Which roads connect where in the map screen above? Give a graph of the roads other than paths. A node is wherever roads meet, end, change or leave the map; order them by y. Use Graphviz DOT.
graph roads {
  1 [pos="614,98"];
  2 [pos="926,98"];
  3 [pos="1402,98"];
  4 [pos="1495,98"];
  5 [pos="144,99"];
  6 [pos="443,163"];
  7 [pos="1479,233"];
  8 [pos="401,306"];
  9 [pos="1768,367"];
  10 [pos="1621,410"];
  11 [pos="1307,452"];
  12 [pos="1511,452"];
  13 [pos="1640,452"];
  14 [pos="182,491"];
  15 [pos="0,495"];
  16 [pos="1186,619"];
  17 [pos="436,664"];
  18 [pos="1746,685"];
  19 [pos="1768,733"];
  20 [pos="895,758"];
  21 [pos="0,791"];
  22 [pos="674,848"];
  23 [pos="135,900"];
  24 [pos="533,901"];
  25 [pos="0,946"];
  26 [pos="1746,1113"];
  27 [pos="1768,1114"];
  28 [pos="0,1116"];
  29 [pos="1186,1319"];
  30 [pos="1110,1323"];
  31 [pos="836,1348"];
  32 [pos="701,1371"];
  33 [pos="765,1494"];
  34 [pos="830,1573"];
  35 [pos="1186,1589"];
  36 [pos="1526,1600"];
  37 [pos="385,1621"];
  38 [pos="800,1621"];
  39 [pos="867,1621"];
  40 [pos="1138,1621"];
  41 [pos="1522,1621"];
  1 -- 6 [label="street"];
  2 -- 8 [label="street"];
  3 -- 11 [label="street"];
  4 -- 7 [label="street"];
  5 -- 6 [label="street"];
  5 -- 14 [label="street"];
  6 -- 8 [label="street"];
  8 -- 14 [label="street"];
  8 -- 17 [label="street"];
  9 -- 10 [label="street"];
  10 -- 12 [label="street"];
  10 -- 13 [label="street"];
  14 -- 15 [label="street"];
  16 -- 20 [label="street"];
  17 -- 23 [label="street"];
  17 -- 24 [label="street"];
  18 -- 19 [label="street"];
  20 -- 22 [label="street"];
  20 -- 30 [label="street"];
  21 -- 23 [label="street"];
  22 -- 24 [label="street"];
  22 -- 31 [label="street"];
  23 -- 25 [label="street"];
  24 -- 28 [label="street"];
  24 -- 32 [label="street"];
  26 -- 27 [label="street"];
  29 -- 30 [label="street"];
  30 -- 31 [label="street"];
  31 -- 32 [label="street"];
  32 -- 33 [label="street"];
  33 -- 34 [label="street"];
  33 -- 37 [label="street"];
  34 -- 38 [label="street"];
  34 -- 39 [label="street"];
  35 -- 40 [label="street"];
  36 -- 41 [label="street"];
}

**WHAT YOU WILL DO**
The answer must be the full data, repeated word for word.

**TASK ANSWER**
Which roads connect where in the map screen above? Give a graph of the roads other than paths. A node is wherever roads meet, end, change or leave the map; order them by y. Use Graphviz DOT.
graph roads {
  1 [pos="614,98"];
  2 [pos="926,98"];
  3 [pos="1402,98"];
  4 [pos="1495,98"];
  5 [pos="144,99"];
  6 [pos="443,163"];
  7 [pos="1479,233"];
  8 [pos="401,306"];
  9 [pos="1768,367"];
  10 [pos="1621,410"];
  11 [pos="1307,452"];
  12 [pos="1511,452"];
  13 [pos="1640,452"];
  14 [pos="182,491"];
  15 [pos="0,495"];
  16 [pos="1186,619"];
  17 [pos="436,664"];
  18 [pos="1746,685"];
  19 [pos="1768,733"];
  20 [pos="895,758"];
  21 [pos="0,791"];
  22 [pos="674,848"];
  23 [pos="135,900"];
  24 [pos="533,901"];
  25 [pos="0,946"];
  26 [pos="1746,1113"];
  27 [pos="1768,1114"];
  28 [pos="0,1116"];
  29 [pos="1186,1319"];
  30 [pos="1110,1323"];
  31 [pos="836,1348"];
  32 [pos="701,1371"];
  33 [pos="765,1494"];
  34 [pos="830,1573"];
  35 [pos="1186,1589"];
  36 [pos="1526,1600"];
  37 [pos="385,1621"];
  38 [pos="800,1621"];
  39 [pos="867,1621"];
  40 [pos="1138,1621"];
  41 [pos="1522,1621"];
  1 -- 6 [label="street"];
  2 -- 8 [label="street"];
  3 -- 11 [label="street"];
  4 -- 7 [label="street"];
  5 -- 6 [label="street"];
  5 -- 14 [label="street"];
  6 -- 8 [label="street"];
  8 -- 14 [label="street"];
  8 -- 17 [label="street"];
  9 -- 10 [label="street"];
  10 -- 12 [label="street"];
  10 -- 13 [label="street"];
  14 -- 15 [label="street"];
  16 -- 20 [label="street"];
  17 -- 23 [label="street"];
  17 -- 24 [label="street"];
  18 -- 19 [label="street"];
  20 -- 22 [label="street"];
  20 -- 30 [label="street"];
  21 -- 23 [label="street"];
  22 -- 24 [label="street"];
  22 -- 31 [label="street"];
  23 -- 25 [label="street"];
  24 -- 28 [label="street"];
  24 -- 32 [label="street"];
  26 -- 27 [label="street"];
  29 -- 30 [label="street"];
  30 -- 31 [label="street"];
  31 -- 32 [label="street"];
  32 -- 33 [label="street"];
  33 -- 34 [label="street"];
  33 -- 37 [label="street"];
  34 -- 38 [label="street"];
  34 -- 39 [label="street"];
  35 -- 40 [label="street"];
  36 -- 41 [label="street"];
}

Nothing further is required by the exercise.